La morte di Gesù è datata all’ora nona (ca. le ore 15). «Venuta ormai la sera, poiché era la Parascève, cioè la vigilia del sabato, Giuseppe d’Arimatea … con coraggio andò da Pilato e chiese il corpo di Gesù » (Mc15,42s).
La sepoltura doveva avvenire ancora prima del tramonto, perché poi iniziava il sabato.
Il sabato è il giorno del riposo sepolcrale di Gesù.
La risurrezione ha luogo il mattino del «primo giorno della settimana», la domenica.
Questa cronologia è compromessa dal problema che il processo e la crocifissione di Gesù sarebbero avvenuti nella festa della Pasqua, che in quell’anno cadeva di venerdì.
È vero che molti studiosi hanno cercato di dimostrare che il processo e la crocifissione erano compatibili con le prescrizioni della Pasqua.
Nonostante tutta l’erudizione sembra però problematico che in quella festa molto importante per i Giudei, il processo davanti a Pilato e la crocifissione fossero ammissibili e possibili.
Del resto, a questa ipotesi è di ostacolo anche una notizia riportata da Marco.
Egli ci dice che due giorni prima della festa degli Azzimi, i sommi sacerdoti e gli scribi cercavano il modo di impadronirsi di Gesù con inganno per ucciderlo, ma al riguardo dichiaravano: «Non durante la festa, perché non vi sia una rivolta del popolo »(14,1s).
Secondo la cronologia sinottica, però, l’esecuzione capitale di Gesù, di fatto, avrebbe avuto luogo proprio nel giorno stesso della festa.

Rivolgiamoci ora alla cronologia giovannea.

Giovanni bada con premura a non presentare l’ultima cena come cena pasquale.
Al contrario: le autorità giudaiche che portano Gesù davanti al tribunale di Pilato evitano di entrare nel pretorio «per non contaminarsi e poter mangiare la Pasqua» (18,28).

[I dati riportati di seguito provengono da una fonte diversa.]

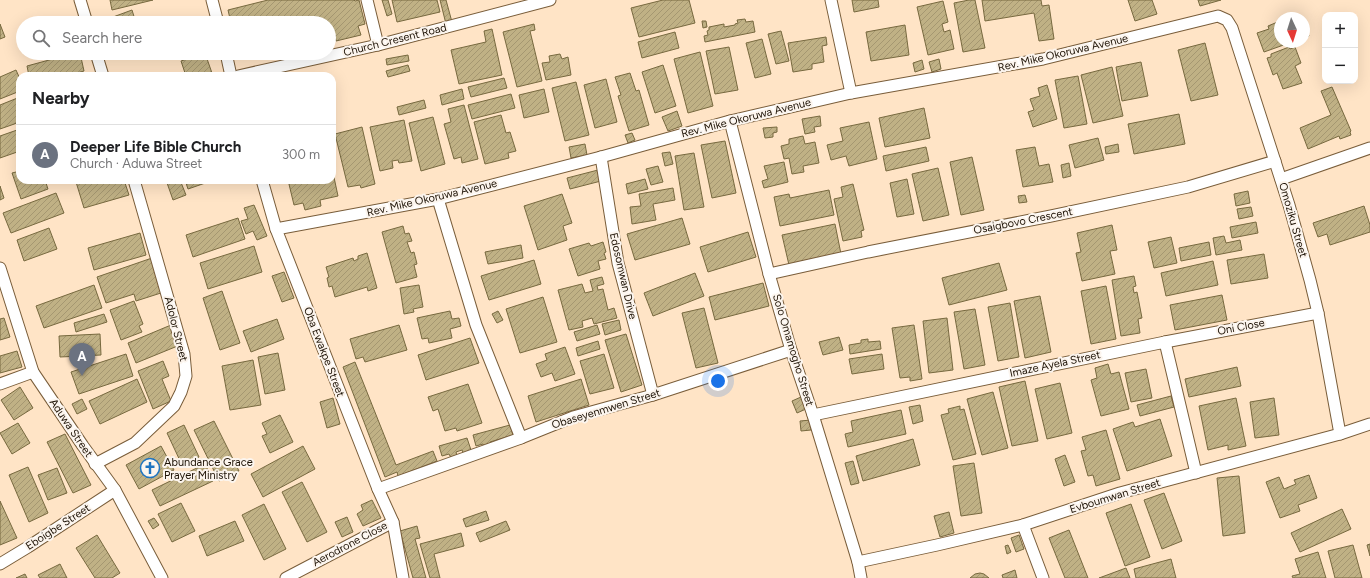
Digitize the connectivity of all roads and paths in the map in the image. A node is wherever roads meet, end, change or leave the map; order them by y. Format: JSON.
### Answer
{"nodes":[{"id":1,"x":80,"y":0,"type":"edge"},
{"id":2,"x":212,"y":0,"type":"edge"},
{"id":3,"x":366,"y":0,"type":"edge"},
{"id":4,"x":550,"y":0,"type":"edge"},
{"id":5,"x":831,"y":0,"type":"edge"},
{"id":6,"x":513,"y":5,"type":"edge"},
{"id":7,"x":85,"y":16,"type":"edge"},
{"id":8,"x":216,"y":16,"type":"edge"},
{"id":9,"x":1218,"y":16,"type":"joint"},
{"id":10,"x":378,"y":46,"type":"junction"},
{"id":11,"x":336,"y":55,"type":"edge"},
{"id":12,"x":98,"y":60,"type":"edge"},
{"id":13,"x":228,"y":60,"type":"edge"},
{"id":14,"x":313,"y":60,"type":"edge"},
{"id":15,"x":102,"y":72,"type":"edge"},
{"id":16,"x":230,"y":72,"type":"edge"},
{"id":17,"x":257,"y":72,"type":"edge"},
{"id":18,"x":851,"y":93,"type":"junction"},
{"id":19,"x":730,"y":121,"type":"junction"},
{"id":20,"x":1370,"y":148,"type":"edge"},
{"id":21,"x":601,"y":157,"type":"junction"},
{"id":22,"x":1275,"y":161,"type":"junction"},
{"id":23,"x":1281,"y":179,"type":"junction"},
{"id":24,"x":135,"y":184,"type":"edge"},
{"id":25,"x":263,"y":184,"type":"edge"},
{"id":26,"x":438,"y":199,"type":"junction"},
{"id":27,"x":276,"y":229,"type":"junction"},
{"id":28,"x":0,"y":268,"type":"edge"},
{"id":29,"x":769,"y":274,"type":"junction"},
{"id":30,"x":1318,"y":313,"type":"junction"},
{"id":31,"x":1165,"y":342,"type":"junction"},
{"id":32,"x":791,"y":350,"type":"junction"},
{"id":33,"x":33,"y":372,"type":"junction"},
{"id":34,"x":0,"y":384,"type":"edge"},
{"id":35,"x":653,"y":394,"type":"junction"},
{"id":36,"x":813,"y":415,"type":"junction"},
{"id":37,"x":1370,"y":424,"type":"edge"},
{"id":38,"x":1340,"y":434,"type":"junction"},
{"id":39,"x":521,"y":438,"type":"junction"},
{"id":40,"x":95,"y":464,"type":"junction"},
{"id":41,"x":1196,"y":473,"type":"junction"},
{"id":42,"x":378,"y":489,"type":"junction"},
{"id":43,"x":115,"y":490,"type":"junction"},
{"id":44,"x":393,"y":522,"type":"junction"},
{"id":45,"x":1023,"y":525,"type":"junction"},
{"id":46,"x":858,"y":562,"type":"junction"},
{"id":47,"x":0,"y":564,"type":"edge"},
{"id":48,"x":162,"y":578,"type":"edge"},
{"id":49,"x":286,"y":578,"type":"edge"},
{"id":50,"x":403,"y":578,"type":"edge"},
{"id":51,"x":861,"y":578,"type":"edge"},
{"id":52,"x":1043,"y":578,"type":"edge"}],
"edges":[{"from":1,"to":7,"type":"street"},
{"from":2,"to":8,"type":"street"},
{"from":3,"to":10,"type":"street"},
{"from":4,"to":6,"type":"street","name":"Church Cresent Road"},
{"from":5,"to":18,"type":"street"},
{"from":6,"to":10,"type":"street","name":"Church Cresent Road"},
{"from":9,"to":18,"type":"street","name":"Rev. Mike Okoruwa Avenue"},
{"from":9,"to":22,"type":"street","name":"Omoziku Street"},
{"from":10,"to":11,"type":"street","name":"Church Cresent Road"},
{"from":12,"to":15,"type":"street"},
{"from":13,"to":16,"type":"street"},
{"from":14,"to":17,"type":"street","name":"Church Cresent Road"},
{"from":18,"to":19,"type":"street","name":"Rev. Mike Okoruwa Avenue"},
{"from":19,"to":21,"type":"street","name":"Rev. Mike Okoruwa Avenue"},
{"from":19,"to":29,"type":"street","name":"Solo Omamogho Street"},
{"from":20,"to":23,"type":"street"},
{"from":21,"to":26,"type":"street","name":"Rev. Mike Okoruwa Avenue"},
{"from":21,"to":35,"type":"street","name":"Edosomwan Drive"},
{"from":22,"to":23,"type":"street","name":"Omoziku Street"},
{"from":22,"to":29,"type":"street","name":"Osaigbovo Crescent"},
{"from":23,"to":30,"type":"street","name":"Omoziku Street"},
{"from":24,"to":40,"type":"street","name":"Adolor Street"},
{"from":25,"to":27,"type":"street","name":"Oba Ewakpe Street"},
{"from":26,"to":27,"type":"street","name":"Rev. Mike Okoruwa Avenue"},
{"from":26,"to":39,"type":"street"},
{"from":27,"to":42,"type":"street","name":"Oba Ewakpe Street"},
{"from":28,"to":33,"type":"street","name":"Aduwa Street"},
{"from":29,"to":32,"type":"street","name":"Solo Omamogho Street"},
{"from":30,"to":31,"type":"street","name":"Oni Close"},
{"from":30,"to":38,"type":"street","name":"Omoziku Street"},
{"from":31,"to":36,"type":"street","name":"Imaze Ayela Street"},
{"from":31,"to":41,"type":"street"},
{"from":32,"to":35,"type":"street","name":"Obaseyenmwen Street"},
{"from":32,"to":36,"type":"street","name":"Solo Omamogho Street"},
{"from":33,"to":34,"type":"street"},
{"from":33,"to":40,"type":"street","name":"Aduwa Street"},
{"from":35,"to":39,"type":"street","name":"Obaseyenmwen Street"},
{"from":36,"to":46,"type":"street","name":"Solo Omamogho Street"},
{"from":37,"to":38,"type":"street","name":"Evboumwan Street"},
{"from":38,"to":41,"type":"street","name":"Evboumwan Street"},
{"from":39,"to":42,"type":"street","name":"Obaseyenmwen Street"},
{"from":40,"to":43,"type":"street","name":"Aduwa Street"},
{"from":41,"to":45,"type":"street","name":"Evboumwan Street"},
{"from":42,"to":44,"type":"street","name":"Oba Ewakpe Street"},
{"from":43,"to":47,"type":"street","name":"Eboigbe Street"},
{"from":43,"to":48,"type":"street","name":"Aduwa Street"},
{"from":44,"to":49,"type":"street","name":"Aerodrone Close"},
{"from":44,"to":50,"type":"street","name":"Oba Ewakpe Street"},
{"from":45,"to":46,"type":"street","name":"Evboumwan Street"},
{"from":45,"to":52,"type":"street"},
{"from":46,"to":51,"type":"street","name":"Solo Omamogho Street"}]}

La Pasqua comincia quindi solo alla sera; durante il processo si ha la cena pasquale ancora davanti; processo e crocifissione avvengono nel giorno prima della Pasqua, nella « Parascève », non nella festa stessa.
La Pasqua in quell’anno si estende dunque dalla sera del venerdì fino alla sera del sabato e non dalla sera del giovedì fino alla sera del venerdì.
Per il resto, lo svolgimento degli eventi rimane lo stesso.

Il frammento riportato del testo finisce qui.